Stored data entries
──────────

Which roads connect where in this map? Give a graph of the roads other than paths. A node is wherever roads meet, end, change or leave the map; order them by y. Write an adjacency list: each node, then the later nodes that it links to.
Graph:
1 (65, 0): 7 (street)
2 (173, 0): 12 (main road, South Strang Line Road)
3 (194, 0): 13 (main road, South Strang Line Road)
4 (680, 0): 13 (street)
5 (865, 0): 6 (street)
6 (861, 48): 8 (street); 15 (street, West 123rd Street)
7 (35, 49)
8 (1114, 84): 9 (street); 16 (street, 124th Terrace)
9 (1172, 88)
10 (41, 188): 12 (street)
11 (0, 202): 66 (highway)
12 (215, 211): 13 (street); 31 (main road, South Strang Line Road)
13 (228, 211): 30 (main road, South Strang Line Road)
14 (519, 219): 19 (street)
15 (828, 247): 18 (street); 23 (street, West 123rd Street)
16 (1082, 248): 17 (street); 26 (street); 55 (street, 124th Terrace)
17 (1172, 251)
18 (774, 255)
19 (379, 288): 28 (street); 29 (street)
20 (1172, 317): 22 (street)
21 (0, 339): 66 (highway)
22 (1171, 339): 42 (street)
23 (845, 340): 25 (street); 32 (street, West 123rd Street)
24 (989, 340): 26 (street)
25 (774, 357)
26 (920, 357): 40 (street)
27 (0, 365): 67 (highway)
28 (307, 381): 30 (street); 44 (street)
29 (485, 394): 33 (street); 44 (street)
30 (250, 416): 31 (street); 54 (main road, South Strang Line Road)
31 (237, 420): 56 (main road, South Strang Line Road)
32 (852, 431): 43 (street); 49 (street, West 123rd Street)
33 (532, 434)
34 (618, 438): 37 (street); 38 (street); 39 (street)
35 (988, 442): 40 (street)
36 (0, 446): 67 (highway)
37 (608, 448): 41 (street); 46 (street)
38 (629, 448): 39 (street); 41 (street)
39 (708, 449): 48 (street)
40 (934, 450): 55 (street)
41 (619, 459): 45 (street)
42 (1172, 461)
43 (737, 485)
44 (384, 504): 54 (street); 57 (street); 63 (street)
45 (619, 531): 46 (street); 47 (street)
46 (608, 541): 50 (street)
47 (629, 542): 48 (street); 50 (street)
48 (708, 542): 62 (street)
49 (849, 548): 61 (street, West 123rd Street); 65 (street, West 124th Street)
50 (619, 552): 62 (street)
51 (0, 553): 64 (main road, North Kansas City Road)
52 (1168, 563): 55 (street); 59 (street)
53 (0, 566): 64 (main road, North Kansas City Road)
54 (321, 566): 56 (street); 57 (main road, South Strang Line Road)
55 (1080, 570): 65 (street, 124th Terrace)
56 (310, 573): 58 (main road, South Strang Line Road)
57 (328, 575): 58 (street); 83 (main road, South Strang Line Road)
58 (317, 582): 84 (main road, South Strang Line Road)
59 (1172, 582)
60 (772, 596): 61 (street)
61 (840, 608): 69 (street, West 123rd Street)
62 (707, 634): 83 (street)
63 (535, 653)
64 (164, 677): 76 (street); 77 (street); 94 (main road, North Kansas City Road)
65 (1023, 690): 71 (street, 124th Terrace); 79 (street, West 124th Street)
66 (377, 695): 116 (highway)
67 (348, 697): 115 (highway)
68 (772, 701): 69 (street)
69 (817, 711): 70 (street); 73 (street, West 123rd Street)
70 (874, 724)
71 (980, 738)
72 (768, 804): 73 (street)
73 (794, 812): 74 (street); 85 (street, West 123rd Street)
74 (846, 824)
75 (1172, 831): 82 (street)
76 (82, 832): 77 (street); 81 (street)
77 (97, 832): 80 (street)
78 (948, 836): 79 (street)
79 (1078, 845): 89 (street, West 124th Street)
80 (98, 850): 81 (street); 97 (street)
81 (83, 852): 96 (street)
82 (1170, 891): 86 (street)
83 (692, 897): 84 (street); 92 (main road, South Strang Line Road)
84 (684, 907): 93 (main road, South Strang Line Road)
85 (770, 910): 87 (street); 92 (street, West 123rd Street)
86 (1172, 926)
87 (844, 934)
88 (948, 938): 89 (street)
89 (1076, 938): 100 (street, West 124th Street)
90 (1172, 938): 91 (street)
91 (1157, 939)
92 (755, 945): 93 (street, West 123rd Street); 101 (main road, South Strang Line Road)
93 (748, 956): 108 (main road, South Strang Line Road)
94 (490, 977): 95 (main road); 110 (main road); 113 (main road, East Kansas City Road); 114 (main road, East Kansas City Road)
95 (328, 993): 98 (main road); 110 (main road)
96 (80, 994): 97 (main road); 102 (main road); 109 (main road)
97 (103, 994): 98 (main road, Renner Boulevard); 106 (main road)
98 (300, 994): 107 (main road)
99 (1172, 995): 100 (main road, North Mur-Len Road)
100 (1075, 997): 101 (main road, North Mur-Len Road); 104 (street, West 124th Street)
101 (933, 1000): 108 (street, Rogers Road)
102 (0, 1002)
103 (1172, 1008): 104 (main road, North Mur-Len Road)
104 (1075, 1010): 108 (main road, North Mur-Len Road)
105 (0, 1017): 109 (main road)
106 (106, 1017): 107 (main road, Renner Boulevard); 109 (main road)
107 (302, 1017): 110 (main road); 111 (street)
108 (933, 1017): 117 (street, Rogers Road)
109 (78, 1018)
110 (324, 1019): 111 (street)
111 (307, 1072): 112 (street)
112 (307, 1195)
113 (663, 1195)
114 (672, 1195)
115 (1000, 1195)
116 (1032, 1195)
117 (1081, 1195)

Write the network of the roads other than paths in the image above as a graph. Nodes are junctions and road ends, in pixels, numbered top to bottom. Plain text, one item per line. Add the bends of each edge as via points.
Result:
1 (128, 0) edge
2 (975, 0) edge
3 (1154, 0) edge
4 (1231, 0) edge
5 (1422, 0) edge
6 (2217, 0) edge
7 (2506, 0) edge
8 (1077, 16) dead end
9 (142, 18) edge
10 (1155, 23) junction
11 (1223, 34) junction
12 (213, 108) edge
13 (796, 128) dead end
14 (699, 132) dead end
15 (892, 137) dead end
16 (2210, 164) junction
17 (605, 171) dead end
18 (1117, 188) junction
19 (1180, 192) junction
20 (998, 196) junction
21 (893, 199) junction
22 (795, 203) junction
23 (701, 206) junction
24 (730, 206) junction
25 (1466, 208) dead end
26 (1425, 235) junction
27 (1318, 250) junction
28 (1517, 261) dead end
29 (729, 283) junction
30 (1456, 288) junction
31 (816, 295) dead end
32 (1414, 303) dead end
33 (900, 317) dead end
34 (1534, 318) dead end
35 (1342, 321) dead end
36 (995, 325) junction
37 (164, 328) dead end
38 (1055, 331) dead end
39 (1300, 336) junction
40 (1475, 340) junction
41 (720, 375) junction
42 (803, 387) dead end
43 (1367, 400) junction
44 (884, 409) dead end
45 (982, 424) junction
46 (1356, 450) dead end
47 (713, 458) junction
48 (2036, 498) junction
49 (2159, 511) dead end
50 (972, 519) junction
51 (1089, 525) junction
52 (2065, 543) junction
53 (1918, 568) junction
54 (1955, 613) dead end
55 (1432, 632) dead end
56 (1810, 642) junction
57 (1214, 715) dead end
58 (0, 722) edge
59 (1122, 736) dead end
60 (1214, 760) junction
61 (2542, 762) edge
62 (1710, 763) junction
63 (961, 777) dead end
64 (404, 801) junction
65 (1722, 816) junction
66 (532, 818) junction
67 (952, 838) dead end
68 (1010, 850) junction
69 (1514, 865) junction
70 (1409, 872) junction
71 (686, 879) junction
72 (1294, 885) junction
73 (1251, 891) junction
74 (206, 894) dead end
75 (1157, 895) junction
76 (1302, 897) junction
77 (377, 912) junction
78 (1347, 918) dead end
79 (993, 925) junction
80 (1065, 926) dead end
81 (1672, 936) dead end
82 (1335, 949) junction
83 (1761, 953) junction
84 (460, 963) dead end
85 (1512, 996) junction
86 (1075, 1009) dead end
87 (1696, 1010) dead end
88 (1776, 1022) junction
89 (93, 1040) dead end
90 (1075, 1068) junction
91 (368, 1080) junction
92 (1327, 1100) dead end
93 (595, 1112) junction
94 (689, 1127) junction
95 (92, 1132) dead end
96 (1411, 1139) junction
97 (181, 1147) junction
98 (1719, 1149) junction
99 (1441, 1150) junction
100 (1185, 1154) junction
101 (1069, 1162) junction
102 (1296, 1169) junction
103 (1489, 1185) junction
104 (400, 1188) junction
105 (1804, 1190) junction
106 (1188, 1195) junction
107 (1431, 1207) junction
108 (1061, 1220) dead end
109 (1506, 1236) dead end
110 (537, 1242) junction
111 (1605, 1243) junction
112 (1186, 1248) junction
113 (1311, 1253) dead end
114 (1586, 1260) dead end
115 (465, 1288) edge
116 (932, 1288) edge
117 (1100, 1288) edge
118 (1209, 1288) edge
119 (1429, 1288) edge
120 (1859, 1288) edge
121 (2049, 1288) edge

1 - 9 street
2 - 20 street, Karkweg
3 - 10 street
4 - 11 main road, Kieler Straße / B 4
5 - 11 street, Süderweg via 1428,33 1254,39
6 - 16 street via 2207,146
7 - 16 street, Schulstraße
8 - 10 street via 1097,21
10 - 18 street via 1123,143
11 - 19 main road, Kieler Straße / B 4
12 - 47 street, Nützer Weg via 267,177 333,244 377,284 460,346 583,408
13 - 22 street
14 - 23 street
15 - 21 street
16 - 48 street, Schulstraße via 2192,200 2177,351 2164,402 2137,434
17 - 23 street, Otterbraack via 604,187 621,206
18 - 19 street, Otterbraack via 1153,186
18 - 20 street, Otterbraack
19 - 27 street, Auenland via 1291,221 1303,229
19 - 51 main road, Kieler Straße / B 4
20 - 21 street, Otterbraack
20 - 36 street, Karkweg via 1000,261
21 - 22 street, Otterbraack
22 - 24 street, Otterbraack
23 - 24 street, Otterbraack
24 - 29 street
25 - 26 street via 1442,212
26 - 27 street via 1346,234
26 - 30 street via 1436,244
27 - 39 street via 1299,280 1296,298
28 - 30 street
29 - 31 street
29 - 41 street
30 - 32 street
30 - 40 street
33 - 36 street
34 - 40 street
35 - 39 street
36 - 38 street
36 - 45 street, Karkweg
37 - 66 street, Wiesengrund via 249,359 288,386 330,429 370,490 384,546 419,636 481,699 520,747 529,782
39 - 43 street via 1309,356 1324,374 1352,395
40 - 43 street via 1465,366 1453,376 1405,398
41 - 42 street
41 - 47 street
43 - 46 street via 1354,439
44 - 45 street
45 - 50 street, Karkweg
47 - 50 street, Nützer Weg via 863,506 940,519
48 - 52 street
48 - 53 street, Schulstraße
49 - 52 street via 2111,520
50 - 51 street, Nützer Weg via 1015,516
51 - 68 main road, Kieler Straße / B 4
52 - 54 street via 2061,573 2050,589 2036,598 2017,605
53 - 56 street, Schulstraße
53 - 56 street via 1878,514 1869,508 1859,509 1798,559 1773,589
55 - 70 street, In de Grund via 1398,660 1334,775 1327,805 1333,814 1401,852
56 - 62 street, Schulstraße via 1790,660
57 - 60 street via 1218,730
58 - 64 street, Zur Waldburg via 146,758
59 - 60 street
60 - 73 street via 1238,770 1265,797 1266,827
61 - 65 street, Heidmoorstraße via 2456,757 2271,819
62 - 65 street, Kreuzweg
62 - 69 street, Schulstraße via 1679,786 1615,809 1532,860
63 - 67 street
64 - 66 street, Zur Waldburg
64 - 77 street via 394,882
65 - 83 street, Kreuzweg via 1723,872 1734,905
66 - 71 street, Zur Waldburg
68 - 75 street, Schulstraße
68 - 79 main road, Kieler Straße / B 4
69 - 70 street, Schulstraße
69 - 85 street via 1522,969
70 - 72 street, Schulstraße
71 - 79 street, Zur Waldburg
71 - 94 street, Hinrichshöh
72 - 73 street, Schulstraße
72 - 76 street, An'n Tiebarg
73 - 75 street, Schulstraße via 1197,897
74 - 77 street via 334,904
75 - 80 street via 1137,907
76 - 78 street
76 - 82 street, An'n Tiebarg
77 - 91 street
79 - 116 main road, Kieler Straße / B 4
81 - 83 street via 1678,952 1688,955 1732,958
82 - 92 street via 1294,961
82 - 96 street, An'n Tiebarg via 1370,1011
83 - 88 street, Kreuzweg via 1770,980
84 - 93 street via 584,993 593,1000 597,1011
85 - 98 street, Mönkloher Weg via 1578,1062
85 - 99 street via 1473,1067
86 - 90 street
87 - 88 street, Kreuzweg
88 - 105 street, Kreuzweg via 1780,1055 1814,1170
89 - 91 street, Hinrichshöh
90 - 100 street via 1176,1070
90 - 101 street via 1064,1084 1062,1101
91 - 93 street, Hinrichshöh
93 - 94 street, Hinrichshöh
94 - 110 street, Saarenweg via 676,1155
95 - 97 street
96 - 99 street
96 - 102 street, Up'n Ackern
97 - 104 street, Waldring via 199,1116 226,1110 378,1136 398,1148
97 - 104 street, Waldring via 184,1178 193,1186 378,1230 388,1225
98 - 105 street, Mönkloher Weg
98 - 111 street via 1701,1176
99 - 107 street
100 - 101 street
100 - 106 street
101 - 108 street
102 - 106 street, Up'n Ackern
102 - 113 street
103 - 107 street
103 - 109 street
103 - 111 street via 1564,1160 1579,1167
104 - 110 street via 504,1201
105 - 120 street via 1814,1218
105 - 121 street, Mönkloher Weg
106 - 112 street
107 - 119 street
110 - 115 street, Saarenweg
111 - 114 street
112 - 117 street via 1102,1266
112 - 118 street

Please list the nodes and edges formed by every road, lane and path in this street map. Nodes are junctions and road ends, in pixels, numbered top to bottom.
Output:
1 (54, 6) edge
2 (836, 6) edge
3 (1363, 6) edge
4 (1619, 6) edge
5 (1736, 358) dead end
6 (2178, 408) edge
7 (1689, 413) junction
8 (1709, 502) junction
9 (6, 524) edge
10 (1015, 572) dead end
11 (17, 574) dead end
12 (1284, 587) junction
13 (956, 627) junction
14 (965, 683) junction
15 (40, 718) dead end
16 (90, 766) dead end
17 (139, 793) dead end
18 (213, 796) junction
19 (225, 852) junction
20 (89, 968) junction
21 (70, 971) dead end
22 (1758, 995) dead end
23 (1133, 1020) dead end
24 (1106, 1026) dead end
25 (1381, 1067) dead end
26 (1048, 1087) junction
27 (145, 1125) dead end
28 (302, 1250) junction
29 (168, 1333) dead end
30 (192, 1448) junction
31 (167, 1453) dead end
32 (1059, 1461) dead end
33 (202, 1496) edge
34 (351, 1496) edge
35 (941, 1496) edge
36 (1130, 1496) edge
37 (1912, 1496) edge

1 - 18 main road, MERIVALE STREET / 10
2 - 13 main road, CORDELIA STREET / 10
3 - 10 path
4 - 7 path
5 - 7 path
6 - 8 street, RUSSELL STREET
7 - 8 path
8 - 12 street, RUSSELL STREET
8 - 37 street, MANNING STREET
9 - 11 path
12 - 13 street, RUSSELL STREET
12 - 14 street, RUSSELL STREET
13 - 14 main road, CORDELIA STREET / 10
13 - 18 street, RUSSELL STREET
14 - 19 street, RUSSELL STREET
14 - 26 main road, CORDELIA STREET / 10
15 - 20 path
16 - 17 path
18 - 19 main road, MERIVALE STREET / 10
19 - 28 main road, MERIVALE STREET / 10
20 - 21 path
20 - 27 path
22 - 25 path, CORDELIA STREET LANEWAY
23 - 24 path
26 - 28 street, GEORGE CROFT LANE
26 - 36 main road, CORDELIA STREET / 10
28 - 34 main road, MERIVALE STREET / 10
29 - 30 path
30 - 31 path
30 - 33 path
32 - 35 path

──────────

Filter the records above for lines containing the word "Otterbraack", and copy those lines.

17 - 23 street, Otterbraack via 604,187 621,206
18 - 19 street, Otterbraack via 1153,186
18 - 20 street, Otterbraack
20 - 21 street, Otterbraack
21 - 22 street, Otterbraack
22 - 24 street, Otterbraack
23 - 24 street, Otterbraack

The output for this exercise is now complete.